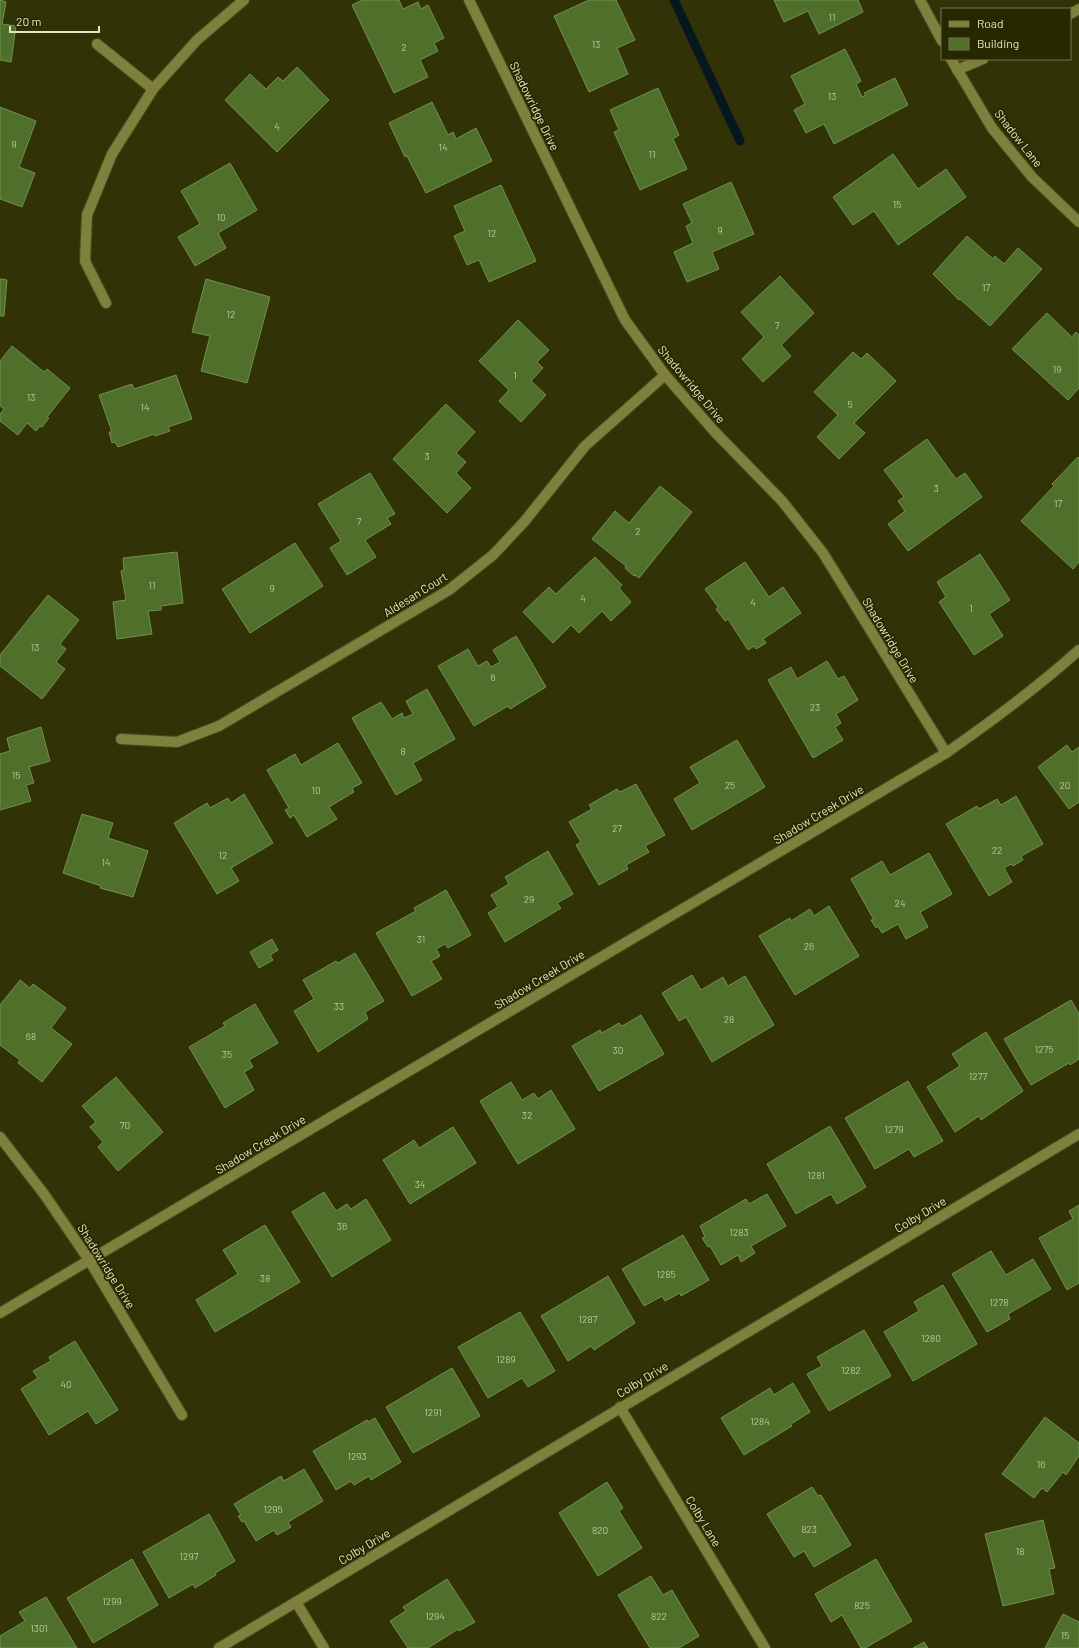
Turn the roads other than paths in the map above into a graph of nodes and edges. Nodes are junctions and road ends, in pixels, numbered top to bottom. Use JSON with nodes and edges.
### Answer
{"nodes":[{"id":1,"x":244,"y":0,"type":"edge"},
{"id":2,"x":469,"y":0,"type":"edge"},
{"id":3,"x":920,"y":0,"type":"edge"},
{"id":4,"x":941,"y":39,"type":"edge"},
{"id":5,"x":97,"y":44,"type":"dead end"},
{"id":6,"x":952,"y":60,"type":"edge"},
{"id":7,"x":981,"y":60,"type":"edge"},
{"id":8,"x":957,"y":70,"type":"junction"},
{"id":9,"x":153,"y":89,"type":"junction"},
{"id":10,"x":1079,"y":222,"type":"edge"},
{"id":11,"x":106,"y":303,"type":"dead end"},
{"id":12,"x":665,"y":375,"type":"junction"},
{"id":13,"x":1079,"y":650,"type":"edge"},
{"id":14,"x":122,"y":739,"type":"dead end"},
{"id":15,"x":946,"y":753,"type":"junction"},
{"id":16,"x":1079,"y":1134,"type":"edge"},
{"id":17,"x":0,"y":1137,"type":"edge"},
{"id":18,"x":89,"y":1260,"type":"junction"},
{"id":19,"x":0,"y":1313,"type":"edge"},
{"id":20,"x":620,"y":1407,"type":"junction"},
{"id":21,"x":182,"y":1415,"type":"dead end"},
{"id":22,"x":296,"y":1602,"type":"junction"},
{"id":23,"x":219,"y":1648,"type":"edge"},
{"id":24,"x":324,"y":1648,"type":"edge"},
{"id":25,"x":765,"y":1648,"type":"edge"}],
"edges":[{"from":1,"to":9,"type":"street"},
{"from":2,"to":12,"type":"street","name":"Shadowridge Drive"},
{"from":3,"to":4,"type":"street"},
{"from":5,"to":9,"type":"street"},
{"from":6,"to":8,"type":"street","name":"Shadow Lane"},
{"from":7,"to":8,"type":"street"},
{"from":8,"to":10,"type":"street","name":"Shadow Lane"},
{"from":9,"to":11,"type":"street"},
{"from":12,"to":14,"type":"street","name":"Aldesan Court"},
{"from":12,"to":15,"type":"street","name":"Shadowridge Drive"},
{"from":13,"to":15,"type":"street","name":"Shadow Creek Drive"},
{"from":15,"to":18,"type":"street","name":"Shadow Creek Drive"},
{"from":16,"to":20,"type":"street","name":"Colby Drive"},
{"from":17,"to":18,"type":"street","name":"Shadowridge Drive"},
{"from":18,"to":19,"type":"street","name":"Shadow Creek Drive"},
{"from":18,"to":21,"type":"street","name":"Shadowridge Drive"},
{"from":20,"to":22,"type":"street","name":"Colby Drive"},
{"from":20,"to":25,"type":"street","name":"Colby Lane"},
{"from":22,"to":23,"type":"street","name":"Colby Drive"},
{"from":22,"to":24,"type":"street"}]}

____________

- _THE TASK_
Set down the material above as is, without any pictures.

- _OUTPUT OF THE TASK_
Turn the roads other than paths in the map above into a graph of nodes and edges. Nodes are junctions and road ends, in pixels, numbered top to bottom. Use JSON with nodes and edges.
### Answer
{"nodes":[{"id":1,"x":244,"y":0,"type":"edge"},
{"id":2,"x":469,"y":0,"type":"edge"},
{"id":3,"x":920,"y":0,"type":"edge"},
{"id":4,"x":941,"y":39,"type":"edge"},
{"id":5,"x":97,"y":44,"type":"dead end"},
{"id":6,"x":952,"y":60,"type":"edge"},
{"id":7,"x":981,"y":60,"type":"edge"},
{"id":8,"x":957,"y":70,"type":"junction"},
{"id":9,"x":153,"y":89,"type":"junction"},
{"id":10,"x":1079,"y":222,"type":"edge"},
{"id":11,"x":106,"y":303,"type":"dead end"},
{"id":12,"x":665,"y":375,"type":"junction"},
{"id":13,"x":1079,"y":650,"type":"edge"},
{"id":14,"x":122,"y":739,"type":"dead end"},
{"id":15,"x":946,"y":753,"type":"junction"},
{"id":16,"x":1079,"y":1134,"type":"edge"},
{"id":17,"x":0,"y":1137,"type":"edge"},
{"id":18,"x":89,"y":1260,"type":"junction"},
{"id":19,"x":0,"y":1313,"type":"edge"},
{"id":20,"x":620,"y":1407,"type":"junction"},
{"id":21,"x":182,"y":1415,"type":"dead end"},
{"id":22,"x":296,"y":1602,"type":"junction"},
{"id":23,"x":219,"y":1648,"type":"edge"},
{"id":24,"x":324,"y":1648,"type":"edge"},
{"id":25,"x":765,"y":1648,"type":"edge"}],
"edges":[{"from":1,"to":9,"type":"street"},
{"from":2,"to":12,"type":"street","name":"Shadowridge Drive"},
{"from":3,"to":4,"type":"street"},
{"from":5,"to":9,"type":"street"},
{"from":6,"to":8,"type":"street","name":"Shadow Lane"},
{"from":7,"to":8,"type":"street"},
{"from":8,"to":10,"type":"street","name":"Shadow Lane"},
{"from":9,"to":11,"type":"street"},
{"from":12,"to":14,"type":"street","name":"Aldesan Court"},
{"from":12,"to":15,"type":"street","name":"Shadowridge Drive"},
{"from":13,"to":15,"type":"street","name":"Shadow Creek Drive"},
{"from":15,"to":18,"type":"street","name":"Shadow Creek Drive"},
{"from":16,"to":20,"type":"street","name":"Colby Drive"},
{"from":17,"to":18,"type":"street","name":"Shadowridge Drive"},
{"from":18,"to":19,"type":"street","name":"Shadow Creek Drive"},
{"from":18,"to":21,"type":"street","name":"Shadowridge Drive"},
{"from":20,"to":22,"type":"street","name":"Colby Drive"},
{"from":20,"to":25,"type":"street","name":"Colby Lane"},
{"from":22,"to":23,"type":"street","name":"Colby Drive"},
{"from":22,"to":24,"type":"street"}]}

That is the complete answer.